In dbt you can search the logs for a failing test to go through the most recent handful of runs and understand if a test has just started failing or if it’s a systematic issue that needs fixing at the root cause.
Track all your tests in one place. Sort by downtime and filter by domain or owner to make the right teams accountable.
Deteriorating test failure results
You may have a test failure on an important data model, but you know it’s safe to ignore as it’s just 2 unimportant mismatched employee IDs. But what happens if the test starts to deteriorate and you start seeing hundreds of failing rows? You’d risk missing that until a stakeholder notifies you that something looks off.
dbt console logs show you how many rows are failing a test.
Use dbt debugging logs to play close attention to failing tests.

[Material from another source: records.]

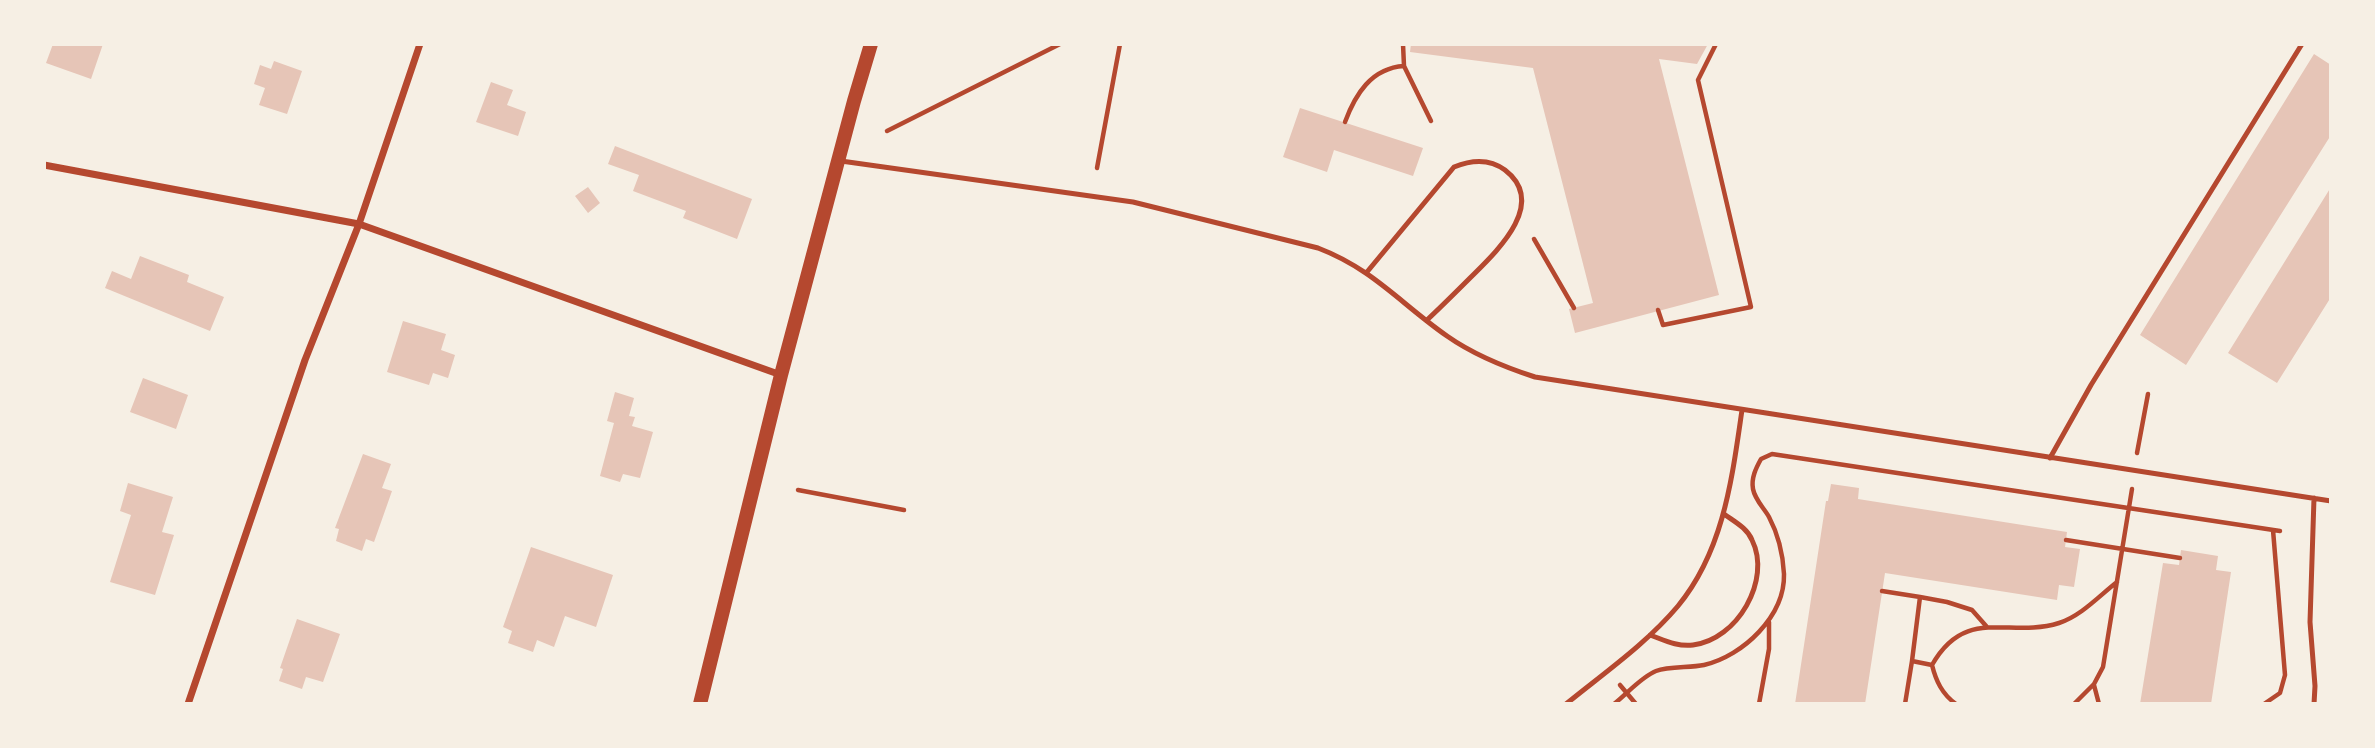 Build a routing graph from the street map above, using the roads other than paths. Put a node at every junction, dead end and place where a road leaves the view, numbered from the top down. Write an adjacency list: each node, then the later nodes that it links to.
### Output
1 (420, 44): 6 (street)
2 (871, 44): 4 (main road)
3 (2302, 44): 11 (lane)
4 (838, 161): 7 (lane); 9 (main road)
5 (44, 164): 6 (street)
6 (359, 224): 9 (street); 16 (street)
7 (1367, 272): 8 (lane); 8 (lane)
8 (1427, 320): 10 (lane)
9 (781, 375): 17 (main road)
10 (1742, 410): 11 (lane); 14 (lane)
11 (2050, 458): 12 (lane)
12 (2314, 498): 13 (lane); 19 (lane)
13 (2331, 501)
14 (1724, 514): 15 (lane); 15 (lane)
15 (1650, 635): 18 (lane)
16 (188, 704)
17 (700, 704)
18 (1566, 704)
19 (2314, 704) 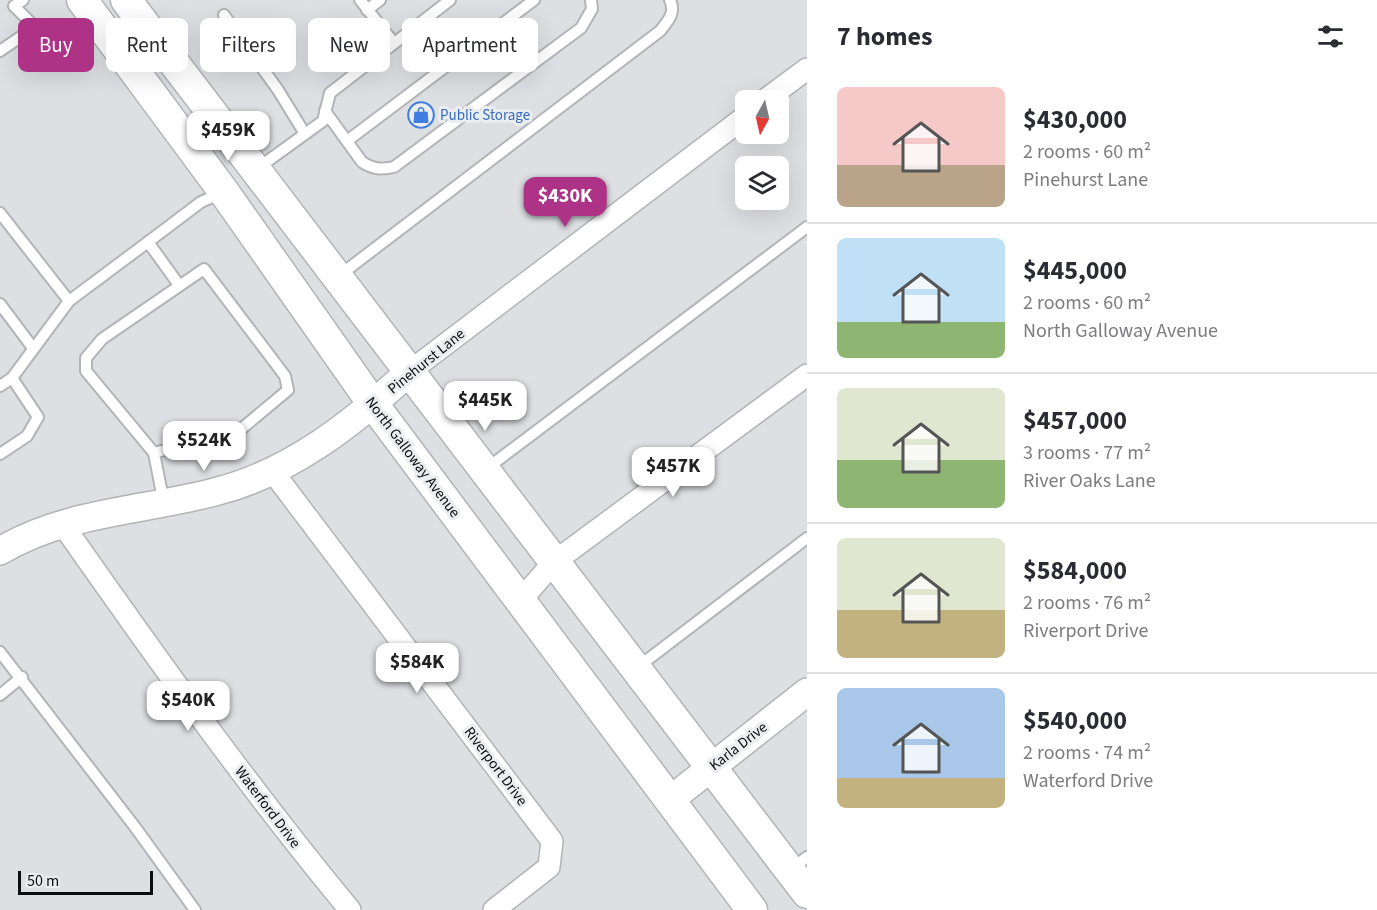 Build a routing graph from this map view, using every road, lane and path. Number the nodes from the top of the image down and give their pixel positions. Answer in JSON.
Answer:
{"nodes":[{"id":1,"x":82,"y":0,"type":"edge"},
{"id":2,"x":126,"y":0,"type":"edge"},
{"id":3,"x":360,"y":0,"type":"edge"},
{"id":4,"x":380,"y":0,"type":"edge"},
{"id":5,"x":450,"y":0,"type":"edge"},
{"id":6,"x":534,"y":0,"type":"edge"},
{"id":7,"x":591,"y":0,"type":"edge"},
{"id":8,"x":670,"y":0,"type":"edge"},
{"id":9,"x":15,"y":2,"type":"edge"},
{"id":10,"x":367,"y":10,"type":"junction"},
{"id":11,"x":224,"y":15,"type":"dead end"},
{"id":12,"x":28,"y":18,"type":"edge"},
{"id":13,"x":102,"y":27,"type":"junction"},
{"id":14,"x":94,"y":33,"type":"edge"},
{"id":15,"x":18,"y":39,"type":"edge"},
{"id":16,"x":393,"y":43,"type":"junction"},
{"id":17,"x":0,"y":51,"type":"edge"},
{"id":18,"x":807,"y":69,"type":"edge"},
{"id":19,"x":779,"y":90,"type":"edge"},
{"id":20,"x":325,"y":111,"type":"junction"},
{"id":21,"x":735,"y":124,"type":"edge"},
{"id":22,"x":305,"y":134,"type":"junction"},
{"id":23,"x":347,"y":141,"type":"junction"},
{"id":24,"x":256,"y":171,"type":"junction"},
{"id":25,"x":224,"y":192,"type":"junction"},
{"id":26,"x":0,"y":213,"type":"edge"},
{"id":27,"x":807,"y":227,"type":"edge"},
{"id":28,"x":148,"y":242,"type":"junction"},
{"id":29,"x":337,"y":277,"type":"junction"},
{"id":30,"x":179,"y":285,"type":"junction"},
{"id":31,"x":69,"y":301,"type":"junction"},
{"id":32,"x":0,"y":304,"type":"edge"},
{"id":33,"x":33,"y":348,"type":"junction"},
{"id":34,"x":409,"y":372,"type":"junction"},
{"id":35,"x":807,"y":375,"type":"edge"},
{"id":36,"x":12,"y":378,"type":"junction"},
{"id":37,"x":0,"y":386,"type":"edge"},
{"id":38,"x":373,"y":404,"type":"junction"},
{"id":39,"x":154,"y":453,"type":"junction"},
{"id":40,"x":0,"y":454,"type":"edge"},
{"id":41,"x":484,"y":471,"type":"junction"},
{"id":42,"x":273,"y":472,"type":"junction"},
{"id":43,"x":164,"y":504,"type":"junction"},
{"id":44,"x":63,"y":525,"type":"junction"},
{"id":45,"x":807,"y":538,"type":"edge"},
{"id":46,"x":0,"y":551,"type":"edge"},
{"id":47,"x":554,"y":562,"type":"junction"},
{"id":48,"x":520,"y":601,"type":"junction"},
{"id":49,"x":0,"y":652,"type":"edge"},
{"id":50,"x":636,"y":669,"type":"junction"},
{"id":51,"x":22,"y":677,"type":"junction"},
{"id":52,"x":807,"y":692,"type":"edge"},
{"id":53,"x":0,"y":695,"type":"edge"},
{"id":54,"x":711,"y":767,"type":"junction"},
{"id":55,"x":669,"y":800,"type":"junction"},
{"id":56,"x":801,"y":874,"type":"edge"},
{"id":57,"x":195,"y":910,"type":"edge"},
{"id":58,"x":350,"y":910,"type":"edge"},
{"id":59,"x":494,"y":910,"type":"edge"},
{"id":60,"x":752,"y":910,"type":"edge"}],
"edges":[{"from":1,"to":13,"type":"main road","name":"North Galloway Avenue"},
{"from":2,"to":24,"type":"main road"},
{"from":3,"to":10,"type":"lane"},
{"from":4,"to":10,"type":"lane"},
{"from":5,"to":16,"type":"lane"},
{"from":6,"to":23,"type":"lane"},
{"from":7,"to":23,"type":"lane"},
{"from":8,"to":29,"type":"lane"},
{"from":9,"to":12,"type":"lane"},
{"from":10,"to":16,"type":"lane"},
{"from":11,"to":22,"type":"lane"},
{"from":13,"to":14,"type":"lane"},
{"from":13,"to":25,"type":"main road","name":"North Galloway Avenue"},
{"from":15,"to":17,"type":"lane"},
{"from":16,"to":20,"type":"lane"},
{"from":18,"to":19,"type":"street"},
{"from":20,"to":22,"type":"lane"},
{"from":20,"to":23,"type":"lane"},
{"from":21,"to":34,"type":"street","name":"Pinehurst Lane"},
{"from":22,"to":24,"type":"lane"},
{"from":24,"to":25,"type":"main road"},
{"from":24,"to":29,"type":"main road"},
{"from":25,"to":28,"type":"lane"},
{"from":25,"to":38,"type":"main road","name":"North Galloway Avenue"},
{"from":26,"to":31,"type":"lane"},
{"from":27,"to":41,"type":"lane"},
{"from":28,"to":30,"type":"lane"},
{"from":28,"to":31,"type":"lane"},
{"from":29,"to":34,"type":"main road"},
{"from":30,"to":39,"type":"lane"},
{"from":30,"to":39,"type":"lane"},
{"from":31,"to":33,"type":"lane"},
{"from":32,"to":33,"type":"lane"},
{"from":33,"to":36,"type":"lane"},
{"from":34,"to":38,"type":"street","name":"Pinehurst Lane"},
{"from":34,"to":41,"type":"main road"},
{"from":35,"to":47,"type":"street"},
{"from":36,"to":37,"type":"lane"},
{"from":36,"to":40,"type":"lane"},
{"from":38,"to":42,"type":"street","name":"Pinehurst Lane"},
{"from":38,"to":48,"type":"main road","name":"North Galloway Avenue"},
{"from":39,"to":43,"type":"lane"},
{"from":41,"to":47,"type":"main road"},
{"from":42,"to":43,"type":"street","name":"Pinehurst Lane"},
{"from":42,"to":59,"type":"street","name":"Riverport Drive"},
{"from":43,"to":44,"type":"street","name":"Pinehurst Lane"},
{"from":44,"to":46,"type":"street","name":"Pinehurst Lane"},
{"from":44,"to":58,"type":"street","name":"Waterford Drive"},
{"from":45,"to":50,"type":"lane"},
{"from":47,"to":48,"type":"street"},
{"from":47,"to":50,"type":"main road"},
{"from":48,"to":55,"type":"main road","name":"North Galloway Avenue"},
{"from":49,"to":51,"type":"lane"},
{"from":50,"to":54,"type":"main road"},
{"from":51,"to":53,"type":"lane"},
{"from":51,"to":57,"type":"lane"},
{"from":52,"to":54,"type":"street","name":"Karla Drive"},
{"from":54,"to":55,"type":"street","name":"Karla Drive"},
{"from":54,"to":56,"type":"main road"},
{"from":55,"to":60,"type":"main road","name":"North Galloway Avenue"}]} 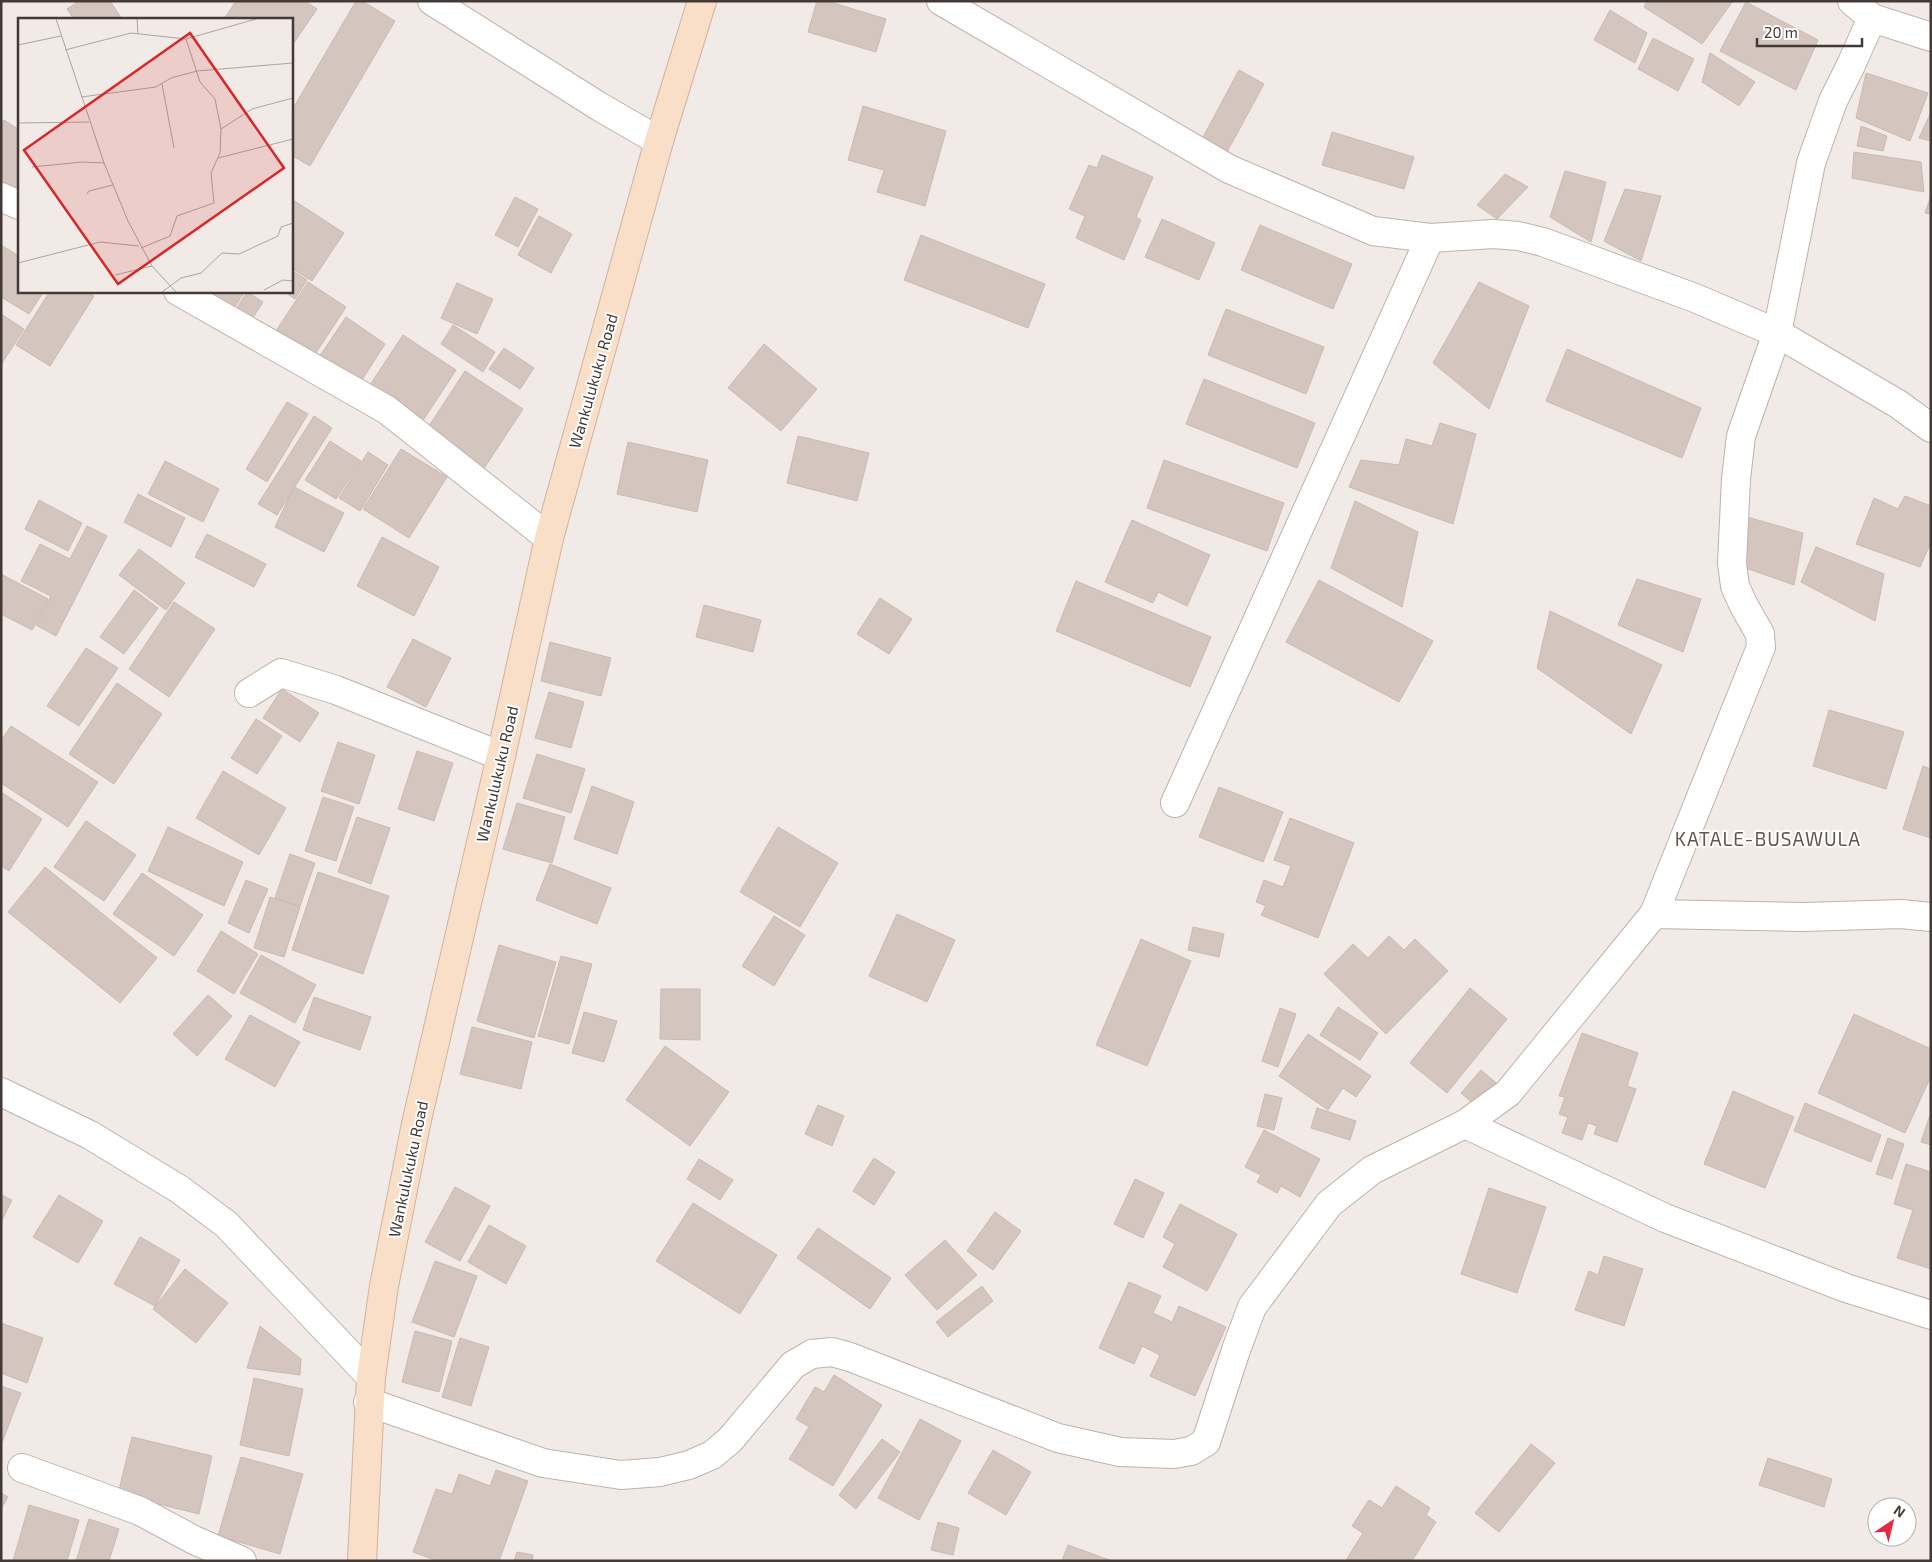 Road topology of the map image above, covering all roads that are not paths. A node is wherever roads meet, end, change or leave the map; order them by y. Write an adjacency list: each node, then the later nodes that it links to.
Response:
1 (432, 1): 6 (street)
2 (702, 1): 6 (main road, Wankulukuku Road)
3 (941, 1): 9 (street)
4 (1862, 10): 5 (street); 11 (street)
5 (1931, 37)
6 (659, 141): 13 (main road, Wankulukuku Road)
7 (1, 197): 8 (street)
8 (18, 205)
9 (1430, 238): 11 (street); 16 (street)
10 (180, 292): 13 (street)
11 (1777, 333): 12 (street); 17 (street)
12 (1931, 428)
13 (549, 538): 15 (main road, Wankulukuku Road)
14 (248, 693): 15 (street)
15 (501, 756): 22 (main road, Wankulukuku Road)
16 (1175, 803)
17 (1654, 914): 18 (street); 20 (street)
18 (1931, 917)
19 (1, 1092): 22 (street)
20 (1465, 1124): 21 (street); 22 (street)
21 (1931, 1315)
22 (370, 1389): 25 (main road, Wankulukuku Road)
23 (22, 1468): 24 (street)
24 (242, 1561)
25 (362, 1561)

While you may tolerate a few duplicate accounts in your revenue data, you’ll want to know about it before stakeholders if that becomes thousands overnight.
Analyse the magnitude of failing over time in one unified interface over time
In this post we’ve explored how to extend your dbt workflows to build reliable data at scale
- Making alerts actionable with ownership and importance
- Analyse your metadata
- Map downstream dependencies with exposures
- Implement testing workflows for scaling teams
For more details, we recommend diving into the dbt docs. Happy modelling.